Você compete secretamente com sua parceira?

Temos uma cesta de revistas no canto da sala. Tem as minhas revistas de moda (porque dá para gostar de moda e não ser fútil!) e as revistas de áudio e fotografia dele.

Sempre gostei que as minhas revistas de moda ficassem por cima – como se isso importasse tanto assim, né? Sei lá, achava que deixava a sala mais feminina.

Vez ou outra eu mexia na cesta de revistas e colocava as minhas gloss à vista, enfiando as revistas com microfones na capa embaixo de todas as outras. Eventualmente as encontrava à vista de novo, até que desisti.

Graças a essa minha encrenca tão patética quanto secreta (porque jamais revelei a ninguém), refleti, ruborizando em frente ao espelho, sobre aqueles relacionamentos em que as pessoas vivem tentando colocar as suas revistas por cima, em todas as situações.

Relações que mais parecem olimpíadas do que casamento, em que um precisa ganhar mais, ter mais amigos, ser mais querido, mais inteligente, mais bonito, mais viajado. Em que um nunca vibra pelo outro (a menos que a vitória do outro seja menor que a própria vitória).

Relacionamentos deste tipo me assustam porque não dá para conceber uma relação competitiva em que haja apoio mútuo, em que um torça pelo outro, apoie, dê força.

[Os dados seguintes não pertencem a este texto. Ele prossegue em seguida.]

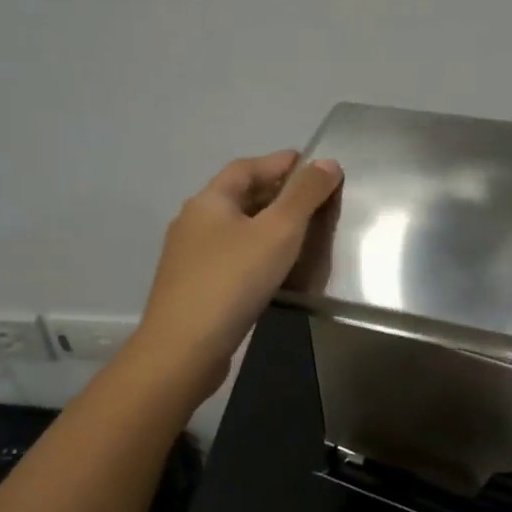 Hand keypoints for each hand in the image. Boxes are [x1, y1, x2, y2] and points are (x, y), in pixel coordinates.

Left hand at [136, 151, 342, 399]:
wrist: (184, 348)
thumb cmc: (233, 280)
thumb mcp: (278, 231)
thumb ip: (305, 195)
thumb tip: (328, 162)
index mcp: (209, 201)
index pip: (247, 167)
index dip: (280, 162)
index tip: (313, 165)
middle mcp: (194, 222)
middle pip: (240, 196)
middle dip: (276, 192)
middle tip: (314, 199)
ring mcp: (190, 257)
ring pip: (236, 228)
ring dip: (267, 224)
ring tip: (301, 232)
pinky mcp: (194, 287)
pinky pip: (232, 256)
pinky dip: (257, 252)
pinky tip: (276, 268) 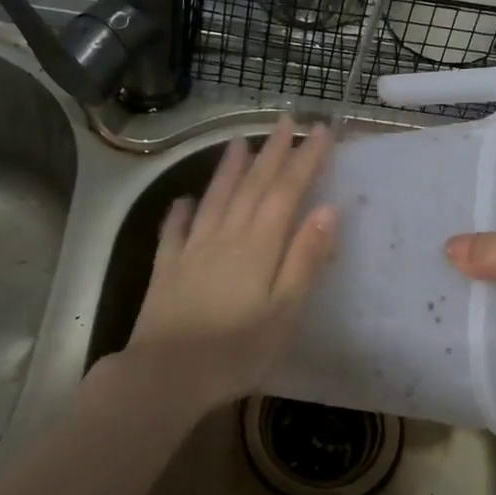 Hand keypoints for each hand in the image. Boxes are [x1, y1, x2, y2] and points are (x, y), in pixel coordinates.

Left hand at [121, 116, 337, 413]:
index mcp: (259, 246)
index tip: (320, 130)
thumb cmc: (236, 350)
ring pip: (215, 198)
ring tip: (239, 142)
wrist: (166, 375)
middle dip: (272, 152)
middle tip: (285, 120)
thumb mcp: (284, 311)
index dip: (304, 159)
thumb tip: (329, 210)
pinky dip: (181, 211)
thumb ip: (305, 259)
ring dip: (229, 169)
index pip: (286, 192)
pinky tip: (184, 200)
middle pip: (252, 186)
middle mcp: (225, 236)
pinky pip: (175, 230)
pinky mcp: (167, 268)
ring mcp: (191, 250) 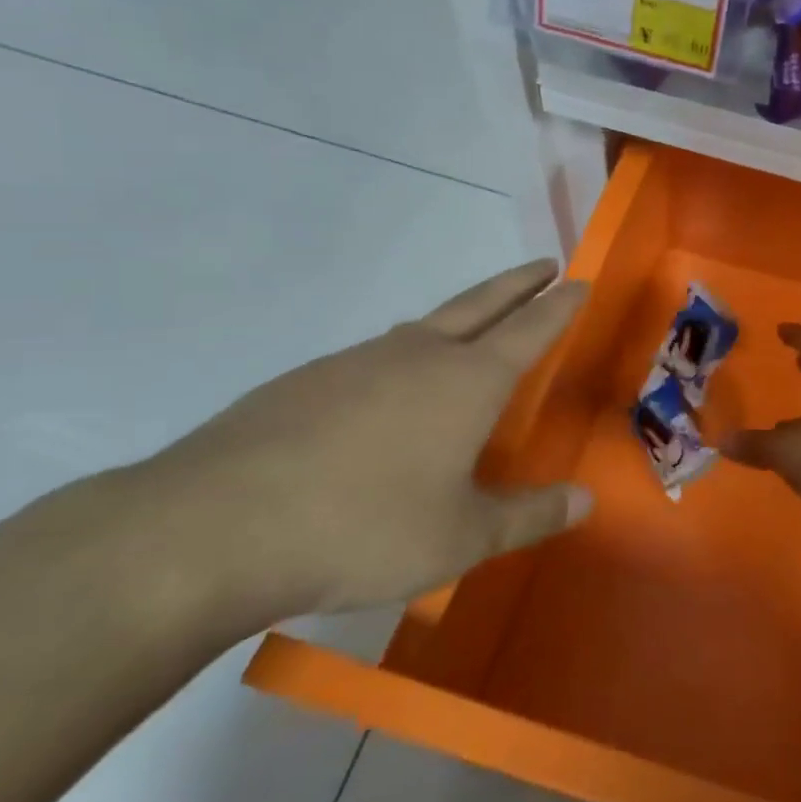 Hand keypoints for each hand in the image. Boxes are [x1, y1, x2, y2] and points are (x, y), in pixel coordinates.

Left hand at [143, 260, 592, 619]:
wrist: (213, 528)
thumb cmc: (363, 528)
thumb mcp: (461, 537)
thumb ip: (529, 516)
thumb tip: (587, 498)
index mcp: (467, 381)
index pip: (531, 328)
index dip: (560, 305)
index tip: (580, 281)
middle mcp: (418, 355)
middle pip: (481, 303)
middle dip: (519, 282)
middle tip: (544, 264)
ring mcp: (357, 361)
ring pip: (424, 326)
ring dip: (461, 316)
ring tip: (473, 327)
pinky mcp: (306, 380)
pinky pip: (375, 357)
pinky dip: (404, 355)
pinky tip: (388, 392) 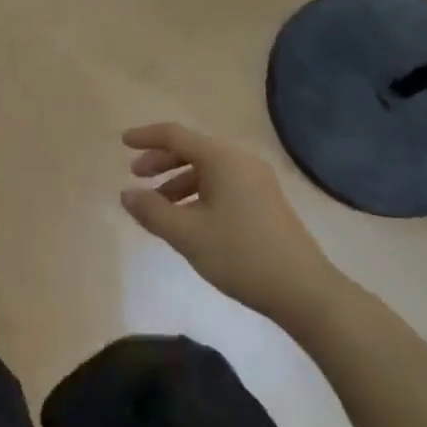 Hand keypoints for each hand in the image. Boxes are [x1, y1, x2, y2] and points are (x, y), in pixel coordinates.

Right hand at [120, 123, 328, 319]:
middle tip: (137, 176)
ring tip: (158, 206)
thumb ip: (152, 211)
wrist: (304, 291)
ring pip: (208, 170)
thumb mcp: (188, 234)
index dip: (147, 137)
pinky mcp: (264, 202)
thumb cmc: (241, 255)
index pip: (176, 135)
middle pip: (193, 150)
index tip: (122, 142)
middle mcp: (241, 161)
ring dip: (178, 181)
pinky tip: (188, 219)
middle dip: (161, 161)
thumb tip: (126, 194)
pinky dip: (197, 194)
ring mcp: (257, 181)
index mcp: (223, 159)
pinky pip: (222, 185) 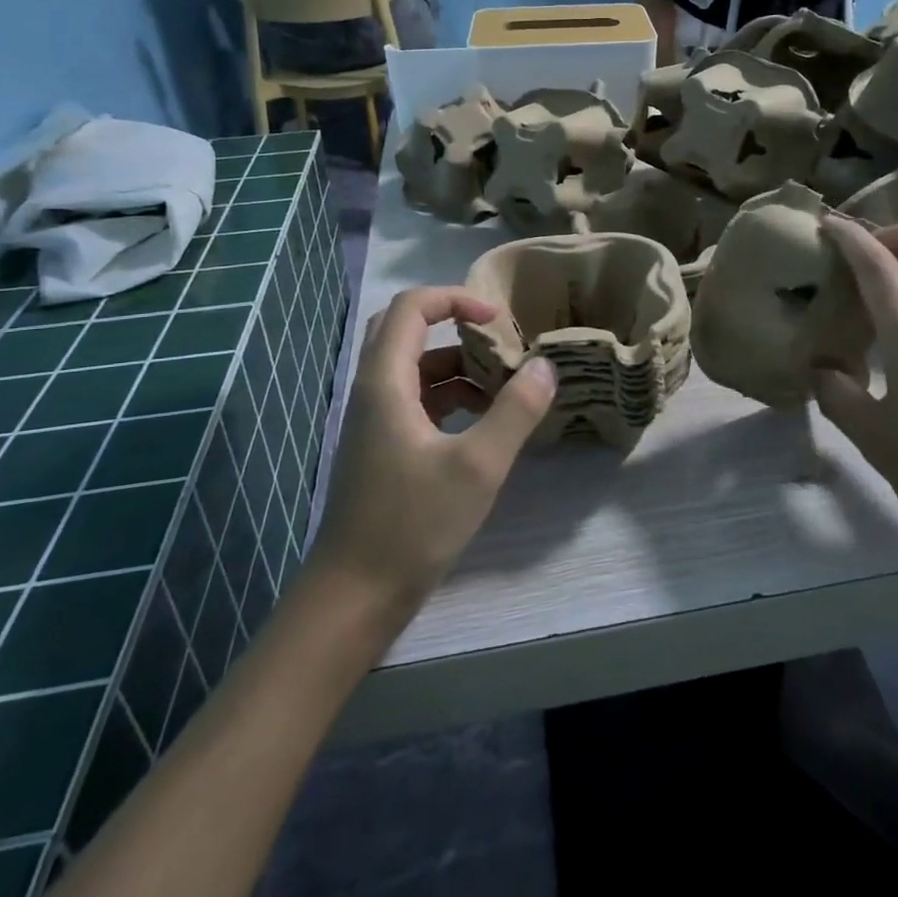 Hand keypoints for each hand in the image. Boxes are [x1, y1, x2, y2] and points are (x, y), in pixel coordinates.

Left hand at [305, 287, 554, 614]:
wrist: (352, 598)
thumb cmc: (412, 525)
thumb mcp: (478, 466)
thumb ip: (516, 410)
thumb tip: (544, 365)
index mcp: (385, 381)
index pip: (411, 306)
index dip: (456, 298)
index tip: (498, 319)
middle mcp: (373, 391)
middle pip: (406, 330)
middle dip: (454, 325)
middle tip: (497, 339)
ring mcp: (374, 421)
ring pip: (414, 369)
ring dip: (457, 366)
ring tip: (505, 385)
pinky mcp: (382, 449)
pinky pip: (416, 401)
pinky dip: (450, 398)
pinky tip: (483, 423) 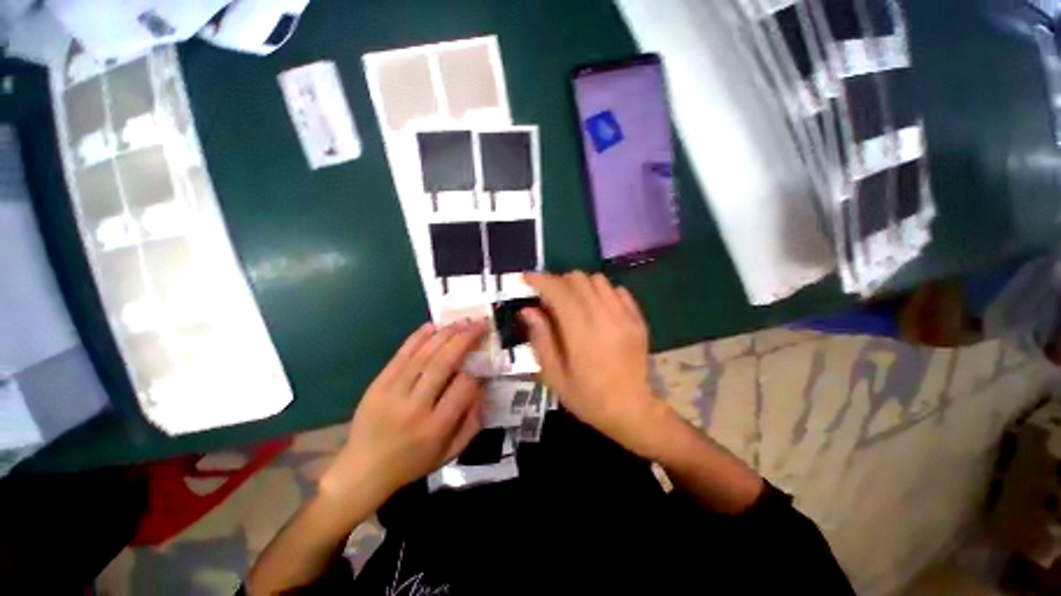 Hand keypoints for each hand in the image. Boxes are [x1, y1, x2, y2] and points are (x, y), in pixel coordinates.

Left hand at [320, 321, 486, 506]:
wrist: (362, 471)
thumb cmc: (411, 463)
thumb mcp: (449, 454)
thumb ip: (472, 424)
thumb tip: (482, 390)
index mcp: (435, 428)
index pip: (463, 389)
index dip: (475, 372)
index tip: (480, 364)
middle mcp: (415, 408)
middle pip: (443, 364)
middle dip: (464, 340)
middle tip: (479, 324)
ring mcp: (392, 393)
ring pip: (423, 355)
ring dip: (445, 334)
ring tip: (462, 321)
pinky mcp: (377, 385)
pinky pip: (400, 356)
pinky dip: (417, 338)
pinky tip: (432, 326)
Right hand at [521, 272, 670, 458]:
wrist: (633, 411)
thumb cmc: (588, 398)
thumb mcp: (555, 377)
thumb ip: (541, 339)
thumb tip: (527, 310)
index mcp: (581, 333)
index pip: (558, 291)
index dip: (540, 280)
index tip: (527, 279)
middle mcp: (605, 317)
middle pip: (578, 279)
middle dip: (558, 282)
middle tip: (549, 298)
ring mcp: (625, 316)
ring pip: (598, 280)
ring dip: (580, 285)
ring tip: (572, 303)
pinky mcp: (637, 319)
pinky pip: (617, 290)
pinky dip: (602, 292)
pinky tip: (596, 309)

Porque, por uma lógica simples, ou a gente torce ou a gente compete. Não dá pra ter os dois.

E se você não torce, não vibra, não apoia, não chega junto… Você não ama.

Pode até gostar um pouquinho, querer estar perto, ser perdidamente apaixonado e etc, mas amor não.

O amor não dá espaço para competições de almas pequenas. O amor é espaçoso, toma o lugar do rancor, da mágoa, da competitividade. Não sobra espaço.

O meu amor não compete. Ele assiste, aplaude, vibra. Misturei as revistas na cesta. Algumas manequins maquiadas misturadas às matérias sobre acústica.

Depois de uma longa reflexão sobre amor e revistas de moda, eu respirei aliviada: eu realmente só queria uma sala mais clean.